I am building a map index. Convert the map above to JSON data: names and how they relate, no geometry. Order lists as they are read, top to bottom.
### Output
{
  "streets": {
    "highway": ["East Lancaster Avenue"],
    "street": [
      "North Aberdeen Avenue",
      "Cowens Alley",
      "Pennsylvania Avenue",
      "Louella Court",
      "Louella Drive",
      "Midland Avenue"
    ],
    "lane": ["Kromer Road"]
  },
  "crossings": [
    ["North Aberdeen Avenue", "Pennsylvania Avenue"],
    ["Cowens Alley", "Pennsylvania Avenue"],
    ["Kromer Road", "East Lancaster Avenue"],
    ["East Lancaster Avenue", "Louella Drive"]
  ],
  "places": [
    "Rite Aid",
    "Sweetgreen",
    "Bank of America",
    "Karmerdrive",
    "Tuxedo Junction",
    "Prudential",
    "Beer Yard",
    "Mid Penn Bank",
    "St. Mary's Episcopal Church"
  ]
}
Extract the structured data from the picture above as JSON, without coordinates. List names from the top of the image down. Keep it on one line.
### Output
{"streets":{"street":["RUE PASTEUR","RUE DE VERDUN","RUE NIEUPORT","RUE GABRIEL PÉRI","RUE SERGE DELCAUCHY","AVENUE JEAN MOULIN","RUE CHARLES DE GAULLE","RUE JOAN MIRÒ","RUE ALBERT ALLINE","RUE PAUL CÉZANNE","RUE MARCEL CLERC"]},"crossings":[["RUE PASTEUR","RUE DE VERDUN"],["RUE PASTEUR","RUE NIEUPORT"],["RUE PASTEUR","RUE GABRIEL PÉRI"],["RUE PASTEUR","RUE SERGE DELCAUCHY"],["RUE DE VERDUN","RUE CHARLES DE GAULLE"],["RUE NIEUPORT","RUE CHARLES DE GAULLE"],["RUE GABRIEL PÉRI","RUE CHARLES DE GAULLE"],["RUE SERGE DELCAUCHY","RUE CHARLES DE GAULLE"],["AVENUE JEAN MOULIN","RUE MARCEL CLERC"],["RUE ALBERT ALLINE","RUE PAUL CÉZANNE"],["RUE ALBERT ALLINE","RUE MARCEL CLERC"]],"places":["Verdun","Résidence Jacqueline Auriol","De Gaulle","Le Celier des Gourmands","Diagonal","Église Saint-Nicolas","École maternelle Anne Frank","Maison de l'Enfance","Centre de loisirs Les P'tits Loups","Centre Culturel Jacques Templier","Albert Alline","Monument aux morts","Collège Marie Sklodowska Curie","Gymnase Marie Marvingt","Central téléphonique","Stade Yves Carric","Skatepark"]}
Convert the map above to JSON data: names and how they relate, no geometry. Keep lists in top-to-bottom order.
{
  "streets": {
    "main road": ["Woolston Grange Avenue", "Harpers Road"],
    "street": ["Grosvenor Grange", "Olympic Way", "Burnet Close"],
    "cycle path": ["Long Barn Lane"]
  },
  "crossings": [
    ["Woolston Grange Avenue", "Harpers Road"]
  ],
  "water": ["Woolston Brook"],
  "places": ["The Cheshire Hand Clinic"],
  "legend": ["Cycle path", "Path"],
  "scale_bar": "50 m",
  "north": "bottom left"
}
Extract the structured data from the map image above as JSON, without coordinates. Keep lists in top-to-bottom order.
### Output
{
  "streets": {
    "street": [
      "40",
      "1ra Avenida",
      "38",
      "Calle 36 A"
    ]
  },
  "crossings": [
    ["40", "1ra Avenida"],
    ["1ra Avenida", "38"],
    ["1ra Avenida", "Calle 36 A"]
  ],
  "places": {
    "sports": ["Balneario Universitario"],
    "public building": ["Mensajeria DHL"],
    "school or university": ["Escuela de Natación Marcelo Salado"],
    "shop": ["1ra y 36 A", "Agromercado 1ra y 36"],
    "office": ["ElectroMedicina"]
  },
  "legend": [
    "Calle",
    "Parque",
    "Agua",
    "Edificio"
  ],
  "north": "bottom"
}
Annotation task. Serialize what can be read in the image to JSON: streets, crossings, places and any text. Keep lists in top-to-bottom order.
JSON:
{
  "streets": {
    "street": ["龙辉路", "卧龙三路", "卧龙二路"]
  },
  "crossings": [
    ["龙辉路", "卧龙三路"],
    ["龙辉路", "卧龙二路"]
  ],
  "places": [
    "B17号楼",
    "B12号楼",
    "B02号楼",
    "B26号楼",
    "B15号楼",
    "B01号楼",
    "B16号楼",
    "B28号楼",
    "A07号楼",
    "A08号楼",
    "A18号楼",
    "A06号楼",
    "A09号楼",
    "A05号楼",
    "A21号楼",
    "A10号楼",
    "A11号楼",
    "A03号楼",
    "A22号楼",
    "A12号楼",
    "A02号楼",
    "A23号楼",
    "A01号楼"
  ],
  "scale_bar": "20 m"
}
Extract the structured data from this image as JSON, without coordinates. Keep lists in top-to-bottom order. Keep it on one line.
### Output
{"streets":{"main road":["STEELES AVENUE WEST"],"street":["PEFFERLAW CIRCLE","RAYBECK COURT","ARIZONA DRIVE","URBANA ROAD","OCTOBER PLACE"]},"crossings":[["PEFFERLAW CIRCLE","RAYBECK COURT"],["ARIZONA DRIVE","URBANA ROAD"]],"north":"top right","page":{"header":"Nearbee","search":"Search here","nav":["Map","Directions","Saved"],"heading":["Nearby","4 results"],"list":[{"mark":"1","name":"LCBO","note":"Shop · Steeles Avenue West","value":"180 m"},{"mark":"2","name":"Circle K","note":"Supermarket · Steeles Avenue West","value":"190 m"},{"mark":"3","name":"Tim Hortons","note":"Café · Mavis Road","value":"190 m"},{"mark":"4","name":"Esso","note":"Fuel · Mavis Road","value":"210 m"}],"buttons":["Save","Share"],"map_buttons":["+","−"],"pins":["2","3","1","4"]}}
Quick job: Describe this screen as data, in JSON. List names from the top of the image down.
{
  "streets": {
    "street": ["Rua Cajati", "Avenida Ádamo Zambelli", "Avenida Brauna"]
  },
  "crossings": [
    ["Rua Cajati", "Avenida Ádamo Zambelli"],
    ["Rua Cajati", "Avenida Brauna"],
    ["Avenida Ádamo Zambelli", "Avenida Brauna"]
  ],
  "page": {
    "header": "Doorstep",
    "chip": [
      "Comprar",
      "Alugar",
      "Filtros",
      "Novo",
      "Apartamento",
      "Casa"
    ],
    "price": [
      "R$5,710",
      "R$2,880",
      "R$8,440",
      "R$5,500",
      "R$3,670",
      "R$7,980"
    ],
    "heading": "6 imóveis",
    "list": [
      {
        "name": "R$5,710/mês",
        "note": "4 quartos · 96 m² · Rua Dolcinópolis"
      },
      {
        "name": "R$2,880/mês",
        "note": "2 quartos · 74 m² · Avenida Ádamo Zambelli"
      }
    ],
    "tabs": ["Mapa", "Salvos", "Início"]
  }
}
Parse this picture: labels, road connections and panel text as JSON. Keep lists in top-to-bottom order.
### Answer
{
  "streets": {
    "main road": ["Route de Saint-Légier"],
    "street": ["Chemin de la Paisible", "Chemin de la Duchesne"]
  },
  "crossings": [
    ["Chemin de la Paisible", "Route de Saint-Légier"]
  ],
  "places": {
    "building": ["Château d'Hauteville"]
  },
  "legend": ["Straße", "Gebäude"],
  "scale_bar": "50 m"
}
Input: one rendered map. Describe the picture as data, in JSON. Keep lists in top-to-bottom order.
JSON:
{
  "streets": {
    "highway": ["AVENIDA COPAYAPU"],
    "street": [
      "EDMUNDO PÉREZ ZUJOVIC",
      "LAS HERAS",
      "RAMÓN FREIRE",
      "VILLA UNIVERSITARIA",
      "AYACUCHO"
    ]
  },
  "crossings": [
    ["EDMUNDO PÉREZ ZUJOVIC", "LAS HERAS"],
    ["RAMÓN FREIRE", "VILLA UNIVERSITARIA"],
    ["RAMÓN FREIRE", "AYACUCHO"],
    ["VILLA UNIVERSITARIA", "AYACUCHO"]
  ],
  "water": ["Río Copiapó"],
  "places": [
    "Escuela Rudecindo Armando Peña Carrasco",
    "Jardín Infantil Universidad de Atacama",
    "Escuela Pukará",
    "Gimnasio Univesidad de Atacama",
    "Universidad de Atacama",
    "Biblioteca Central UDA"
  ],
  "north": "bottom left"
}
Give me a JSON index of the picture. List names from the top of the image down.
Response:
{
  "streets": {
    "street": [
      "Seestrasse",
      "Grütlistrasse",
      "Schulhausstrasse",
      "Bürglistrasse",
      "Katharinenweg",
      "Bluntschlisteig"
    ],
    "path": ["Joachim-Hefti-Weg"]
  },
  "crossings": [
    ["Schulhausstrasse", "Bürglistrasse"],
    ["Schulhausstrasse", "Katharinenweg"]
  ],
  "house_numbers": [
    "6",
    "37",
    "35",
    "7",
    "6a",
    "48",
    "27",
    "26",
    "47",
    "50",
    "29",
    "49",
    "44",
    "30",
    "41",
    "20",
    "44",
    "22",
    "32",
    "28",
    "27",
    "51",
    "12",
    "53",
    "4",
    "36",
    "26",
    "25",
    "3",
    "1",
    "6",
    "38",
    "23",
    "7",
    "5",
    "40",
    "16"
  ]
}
- - -
Your objective =
Would you filter the entries above and keep each line that has the word "structured"?

Answer for this exercise =
Extract the structured data from the picture above as JSON, without coordinates. List names from the top of the image down. Keep it on one line.
Extract the structured data from the map image above as JSON, without coordinates. Keep lists in top-to-bottom order.
Extract the structured data from this image as JSON, without coordinates. Keep lists in top-to-bottom order. Keep it on one line.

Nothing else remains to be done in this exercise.